Il cuore di questa filosofia risiede nella genesi stessa dei brani. Prendiamo proprio l’apertura, “Changing Worlds”: nata guardando il mare con un semplice ukulele in mano, è diventata in studio un manifesto psichedelico di euforia travolgente, dove loop ed effetti sul contrabbasso hanno vestito di nuovo quel tema ostinato senza tradirne l’anima. È la dimostrazione pratica di come la bellezza della trasformazione sia uno dei temi cardine del lavoro, insieme alla forza del desiderio.
Questo desiderio di cambiamento pervade anche “Flower of Love”. Introdotto da un richiamo a Oscar Wilde, il brano è un inno sensuale alla rinascita, dove il contatto fisico e spirituale diventa lo strumento per cancellare il passato e le paure, spingendo il soggetto verso una dimensione più autentica. Qui il contrabbasso incalzante fa da contraltare a una voce dinamica, mimando musicalmente il battito di chi sta cambiando pelle.
Ma la metamorfosi più evidente è quella linguistica. Abbracciando l’inglese, gli inDAroots non hanno cercato una via di fuga, ma una “nuova terra espressiva”. Hanno capito che per raccontare temi universali come amori folli, morti e rinascite, serviva un lessico più astratto, capace di fondersi con la musica come uno strumento aggiunto. Le parole smettono di narrare e iniziano a evocare, lasciando all’ascoltatore l’esperienza diretta dell’emozione.

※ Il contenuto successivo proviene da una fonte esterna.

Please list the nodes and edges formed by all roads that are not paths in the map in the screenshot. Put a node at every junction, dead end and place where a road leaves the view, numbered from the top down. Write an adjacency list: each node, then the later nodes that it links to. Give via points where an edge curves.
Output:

Non mancano le ombre, necessarie per dare risalto alla luce. In “My Foolish love for you”, la passione si fa torbida e conflittuale, un turbine di vulnerabilità sostenuto da un sound ostinato. È il passaggio obbligato del “Bleeding” prima del “Rising”.

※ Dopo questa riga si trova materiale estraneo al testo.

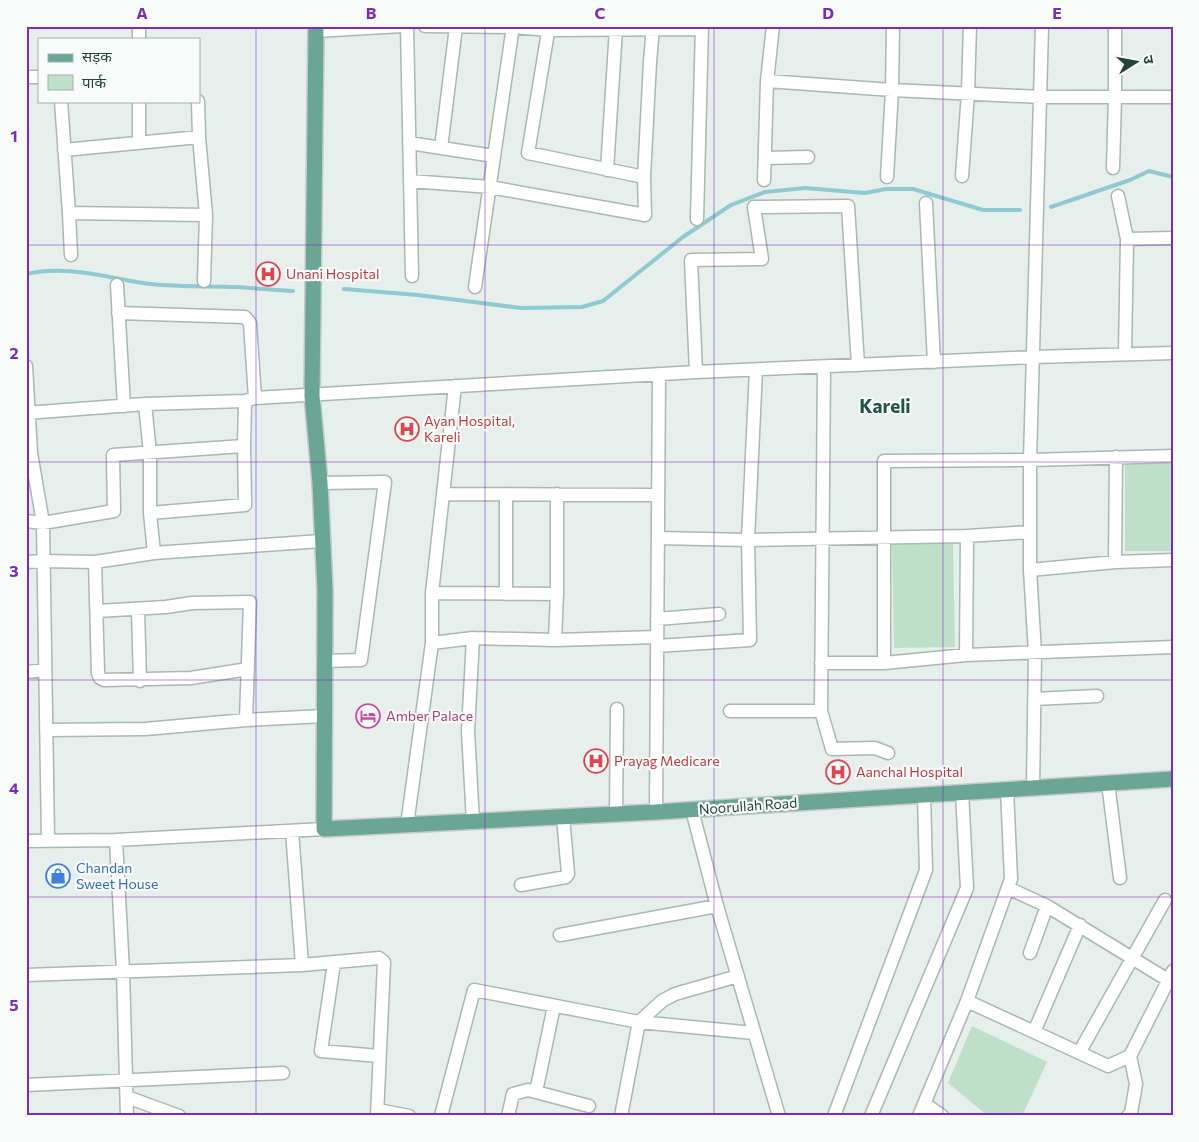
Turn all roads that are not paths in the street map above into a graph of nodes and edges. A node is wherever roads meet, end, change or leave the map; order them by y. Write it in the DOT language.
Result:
graph roads {
  1 [pos="402,26"];
  2 [pos="407,26"];
  3 [pos="425,26"];
  4 [pos="773,26"];
  5 [pos="893,26"];
  6 [pos="970,26"];
  7 [pos="1042,26"];
  8 [pos="1115,26"];
  9 [pos="385,27"];
  10 [pos="456,27"];
  11 [pos="513,27"];
  12 [pos="549,28"];
  13 [pos="616,28"];
  14 [pos="653,28"];
  15 [pos="702,28"];
  16 [pos="316,29"];
  17 [pos="767,80"];
  18 [pos="892,90"];
  19 [pos="968,94"];
  20 [pos="1040,96"];
  21 [pos="1115,97"];
  22 [pos="1173,97"];
  23 [pos="61,102"];
  24 [pos="139,102"];
  25 [pos="198,102"];
  26 [pos="199,137"];
  27 [pos="139,142"];
  28 [pos="409,142"];
  29 [pos="441,148"];
  30 [pos="64,150"];
  31 [pos="494,156"];
  32 [pos="808,157"];
  33 [pos="765,158"];
  34 [pos="1113,168"];
  35 [pos="608,170"];
  36 [pos="962,176"];
  37 [pos="644,177"];
  38 [pos="887,177"];
  39 [pos="764,180"];
  40 [pos="410,181"];
  41 [pos="490,187"];
  42 [pos="1118,196"];
  43 [pos="926,203"];
  44 [pos="69,212"];
  45 [pos="206,215"];
  46 [pos="697,219"];
  47 [pos="1173,238"];
  48 [pos="1127,239"];
  49 [pos="71,255"];
  50 [pos="412,276"];
  51 [pos="204,281"];
  52 [pos="116,285"];
  53 [pos="475,287"];
  54 [pos="118,312"];
  55 [pos="1173,353"];
  56 [pos="1125,354"];
  57 [pos="1033,357"];
  58 [pos="934,362"];
  59 [pos="858,365"];
  60 [pos="824,367"];
  61 [pos="26,368"];
  62 [pos="756,370"];
  63 [pos="696,372"];
  64 [pos="659,374"];
  65 [pos="455,386"];
  66 [pos="312,396"];
  67 [pos="250,400"];
  68 [pos="145,404"];
  69 [pos="124,406"];
  70 [pos="28,413"];
  71 [pos="244,446"];
  72 [pos="28,453"];
  73 [pos="150,453"];
  74 [pos="1173,456"];
  75 [pos="1116,457"];
  76 [pos="1030,460"];
  77 [pos="320,484"];
  78 [pos="444,494"];
  79 [pos="506,494"];
  80 [pos="557,494"];
  81 [pos="658,495"];
  82 [pos="150,513"];
  83 [pos="26,521"];
  84 [pos="43,523"];
  85 [pos="1030,532"];
  86 [pos="967,536"];
  87 [pos="884,537"];
  88 [pos="658,538"];
  89 [pos="822,539"];
  90 [pos="748,540"];
  91 [pos="321,541"];
  92 [pos="154,553"];
  93 [pos="44,560"];
  94 [pos="1173,560"];
  95 [pos="26,562"];
  96 [pos="95,562"];
  97 [pos="1115,562"];
  98 [pos="1030,570"];
  99 [pos="432,593"];
  100 [pos="506,594"];
  101 [pos="557,594"];
  102 [pos="138,610"];
  103 [pos="97,611"];
  104 [pos="719,614"];
  105 [pos="657,618"];
  106 [pos="473,638"];
  107 [pos="555,640"];
  108 [pos="657,642"];
  109 [pos="432,643"];
  110 [pos="1173,647"];
  111 [pos="1034,653"];
  112 [pos="966,655"];
  113 [pos="324,661"];
  114 [pos="821,663"];
  115 [pos="884,663"];
  116 [pos="248,669"];
  117 [pos="46,670"];
  118 [pos="26,672"];
  119 [pos="140,680"];
  120 [pos="1097,696"];
  121 [pos="1034,699"];
  122 [pos="617,709"];
  123 [pos="730,711"];
  124 [pos="821,711"];
  125 [pos="324,716"];
  126 [pos="246,720"];
  127 [pos="46,730"];
  128 [pos="888,753"];
  129 [pos="1173,779"];
  130 [pos="1108,783"];
  131 [pos="1033,788"];
  132 [pos="1007,789"];
  133 [pos="962,792"];
  134 [pos="924,795"];
  135 [pos="692,810"];
  136 [pos="656,812"];
  137 [pos="616,814"];
  138 [pos="562,817"];
  139 [pos="473,822"];
  140 [pos="407,825"];
  141 [pos="324,829"];
  142 [pos="292,831"];
  143 [pos="48,840"];
  144 [pos="116,840"];
  145 [pos="26,841"];
  146 [pos="1120,878"];
  147 [pos="521,885"];
  148 [pos="1008,888"];
  149 [pos="1165,900"];
  150 [pos="717,906"];
  151 [pos="1048,906"];
  152 [pos="1080,925"];
  153 [pos="560,935"];
  154 [pos="1030,954"];
  155 [pos="1131,958"];
  156 [pos="334,963"];
  157 [pos="302,965"];
  158 [pos="123,971"];
  159 [pos="26,975"];
  160 [pos="738,976"];
  161 [pos="1170,976"];
  162 [pos="967,1001"];
  163 [pos="554,1006"];
  164 [pos="639,1022"];
  165 [pos="1034,1032"];
  166 [pos="754,1033"];
  167 [pos="1079,1053"];
  168 [pos="379,1056"];
  169 [pos="1130,1056"];
  170 [pos="283,1073"];
  171 [pos="125,1080"];
  172 [pos="26,1085"];
  173 [pos="536,1092"];
  174 [pos="127,1097"];
  175 [pos="589,1106"];
  176 [pos="922,1110"];
  177 [pos="377,1113"];
  178 [pos="127,1116"];
  179 [pos="180,1116"];
  180 [pos="409,1116"];
  181 [pos="441,1116"];
  182 [pos="508,1116"];
  183 [pos="621,1116"];
  184 [pos="779,1116"];
  185 [pos="834,1116"];
  186 [pos="872,1116"];
  187 [pos="942,1116"];
  188 [pos="1128,1116"];
  1 -- 9 [label="street"];
  2 -- 28 [label="street"];
  3 -- 10 [label="street"];
  4 -- 17 [label="street"];
  5 -- 18 [label="street"];
  6 -- 19 [label="street"];
  7 -- 20 [label="street"];
  8 -- 21 [label="street"];
  9 -- 16 [label="street"];
  10 -- 11 [label="street"];
  10 -- 29 [label="street"];
  11 -- 12 [label="street"];
  11 -- 31 [label="street"];
  12 -- 13 [label="street"];
  12 -- 35 [label="street"];
  13 -- 14 [label="street"];
  13 -- 35 [label="street"];
  14 -- 15 [label="street"];
  14 -- 37 [label="street"];
  15 -- 46 [label="street"];
  16 -- 66 [label="main road"];
  17 -- 18 [label="street"];
  17 -- 33 [label="street"];
  18 -- 19 [label="street"];
  18 -- 38 [label="street"];
  19 -- 20 [label="street"];
  19 -- 36 [label="street"];
  20 -- 21 [label="street"];
  20 -- 57 [label="street"];
  21 -- 22 [label="street"];
  21 -- 34 [label="street"];
  23 -- 30 [label="street"];
  24 -- 27 [label="street"];
  25 -- 26 [label="street"];
  26 -- 27 [label="street"];
  26 -- 45 [label="street"];
  27 -- 30 [label="street"];
  28 -- 29 [label="street"];
  28 -- 40 [label="street"];
  29 -- 31 [label="street"];
  30 -- 44 [label="street"];
  31 -- 41 [label="street"];
  32 -- 33 [label="street"];
  33 -- 39 [label="street"];
  35 -- 37 [label="street"];
  37 -- 41 [label="street"];
  40 -- 41 [label="street"];
  40 -- 50 [label="street"];
  41 -- 53 [label="street"];
  42 -- 48 [label="street"];
  43 -- 58 [label="street"];
  44 -- 45 [label="street"];
  44 -- 49 [label="street"];
  45 -- 51 [label="street"];
  47 -- 48 [label="street"];
  48 -- 56 [label="street"];
  52 -- 54 [label="street"];
  54 -- 67 [label="street"];
  54 -- 69 [label="street"];
  55 -- 56 [label="street"];
  56 -- 57 [label="street"];
  57 -- 58 [label="street"];
  57 -- 76 [label="street"];
  58 -- 59 [label="street"];
  59 -- 60 [label="street"];
  59 -- 63 [label="street"];
  60 -- 62 [label="street"];
  60 -- 89 [label="street"];
  61 -- 70 [label="street"];
  62 -- 63 [label="street"];
  62 -- 90 [label="street"];
  63 -- 64 [label="street"];
  64 -- 65 [label="street"];
  64 -- 81 [label="street"];
  65 -- 66 [label="street"];
  65 -- 78 [label="street"];
  66 -- 67 [label="street"];
  66 -- 77 [label="main road"];
  67 -- 68 [label="street"];
  67 -- 71 [label="street"];
  68 -- 69 [label="street"];
  68 -- 73 [label="street"];
  69 -- 70 [label="street"];
  70 -- 72 [label="street"];
  71 -- 73 [label="street"];
  71 -- 82 [label="street"];
  72 -- 84 [label="street"];
  73 -- 82 [label="street"];
  73 -- 84 [label="street"];
  74 -- 75 [label="street"];
  75 -- 76 [label="street"];
  75 -- 97 [label="street"];
  76 -- 85 [label="street"];
  76 -- 87 [label="street"];
  77 -- 91 [label="main road"];
  77 -- 113 [label="street"];
  78 -- 79 [label="street"];
  78 -- 99 [label="street"];
  79 -- 80 [label="street"];
  79 -- 100 [label="street"];
  80 -- 81 [label="street"];
  80 -- 101 [label="street"];
  81 -- 88 [label="street"];
  82 -- 92 [label="street"];
  83 -- 84 [label="street"];
  84 -- 93 [label="street"];
  85 -- 86 [label="street"];
  85 -- 98 [label="street"];
  86 -- 87 [label="street"];
  86 -- 112 [label="street"];
  87 -- 89 [label="street"];
  87 -- 115 [label="street"];
  88 -- 90 [label="street"];
  88 -- 105 [label="street"];
  89 -- 90 [label="street"];
  89 -- 114 [label="street"];
  90 -- 108 [label="street"];
  91 -- 92 [label="street"];
  91 -- 113 [label="main road"];
  92 -- 96 [label="street"];
  93 -- 95 [label="street"];
  93 -- 96 [label="street"];
  93 -- 117 [label="street"];
  94 -- 97 [label="street"];
  96 -- 103 [label="street"];
  97 -- 98 [label="street"];
  98 -- 111 [label="street"];
  99 -- 100 [label="street"];
  99 -- 109 [label="street"];
  100 -- 101 [label="street"];
  101 -- 107 [label="street"];
  102 -- 103 [label="street"];
  102 -- 116 [label="street"];
  102 -- 119 [label="street"];
  103 -- 119 [label="street"];
  104 -- 105 [label="street"];
  105 -- 108 [label="street"];
  106 -- 107 [label="street"];
  106 -- 109 [label="street"];
  106 -- 139 [label="street"];
  107 -- 108 [label="street"];
  108 -- 136 [label="street"];
  109 -- 140 [label="street"];
  110 -- 111 [label="street"];
  111 -- 112 [label="street"];
  111 -- 121 [label="street"];
  112 -- 115 [label="street"];
  113 -- 125 [label="main road"];
  114 -- 115 [label="street"];
  114 -- 124 [label="street"];
  116 -- 119 [label="street"];
  116 -- 126 [label="street"];
  117 -- 118 [label="street"];
  117 -- 127 [label="street"];
  120 -- 121 [label="street"];
  121 -- 131 [label="street"];
  122 -- 137 [label="street"];
  123 -- 124 [label="street"];
  124 -- 128 [label="street"];
  125 -- 126 [label="street"];
  125 -- 141 [label="main road"];
  126 -- 127 [label="street"];
  127 -- 143 [label="street"];
  129 -- 130 [label="main road, Noorullah Road"];
  130 -- 131 [label="main road, Noorullah Road"];
  130 -- 146 [label="street"];
  131 -- 132 [label="main road, Noorullah Road"];
  132 -- 133 [label="main road, Noorullah Road"];
  132 -- 148 [label="street"];
  133 -- 134 [label="main road, Noorullah Road"];
  133 -- 186 [label="street"];
  134 -- 135 [label="main road, Noorullah Road"];
  134 -- 185 [label="street"];
  135 -- 136 [label="main road, Noorullah Road"];
  135 -- 150 [label="street"];
  136 -- 137 [label="main road, Noorullah Road"];
  137 -- 138 [label="main road, Noorullah Road"];
  138 -- 139 [label="main road, Noorullah Road"];
  138 -- 147 [label="street"];
  139 -- 140 [label="main road, Noorullah Road"];
  140 -- 141 [label="main road, Noorullah Road"];
  141 -- 142 [label="street"];
  142 -- 144 [label="street"];
  142 -- 157 [label="street"];
  143 -- 144 [label="street"];
  143 -- 145 [label="street"];
  144 -- 158 [label="street"];
  148 -- 151 [label="street"];
  148 -- 162 [label="street"];
  149 -- 155 [label="street"];
  150 -- 153 [label="street"];
  150 -- 160 [label="street"];
  151 -- 152 [label="street"];
  151 -- 154 [label="street"];
  152 -- 155 [label="street"];
  152 -- 165 [label="street"];
  155 -- 161 [label="street"];
  155 -- 167 [label="street"];
  156 -- 157 [label="street"];
  156 -- 168 [label="street"];
  156 -- 168 [label="street"];
  157 -- 158 [label="street"];
  158 -- 159 [label="street"];
  158 -- 171 [label="street"];
  160 -- 164 [label="street"];
  160 -- 166 [label="street"];
  161 -- 169 [label="street"];
  162 -- 165 [label="street"];
  162 -- 176 [label="street"];
  163 -- 164 [label="street"];
  163 -- 173 [label="street"];
  163 -- 181 [label="street"];
  164 -- 166 [label="street"];
  164 -- 183 [label="street"];
  165 -- 167 [label="street"];
  166 -- 184 [label="street"];
  167 -- 169 [label="street"];
  168 -- 177 [label="street"];
  169 -- 188 [label="street"];
  170 -- 171 [label="street"];
  171 -- 172 [label="street"];
  171 -- 174 [label="street"];
  173 -- 175 [label="street"];
  173 -- 182 [label="street"];
  174 -- 178 [label="street"];
  174 -- 179 [label="street"];
  176 -- 187 [label="street"];
  177 -- 180 [label="street"];
}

“Feeling Bleeding Rising Shining” è una complessa e intima confessione che rielabora emozioni dirompenti. È un album nato dal desiderio che la musica parlasse un linguaggio universale, dimostrando che cambiare non significa perdersi, ma ritrovarsi in una forma più luminosa. Un ascolto essenziale per chi è in cerca di evoluzione.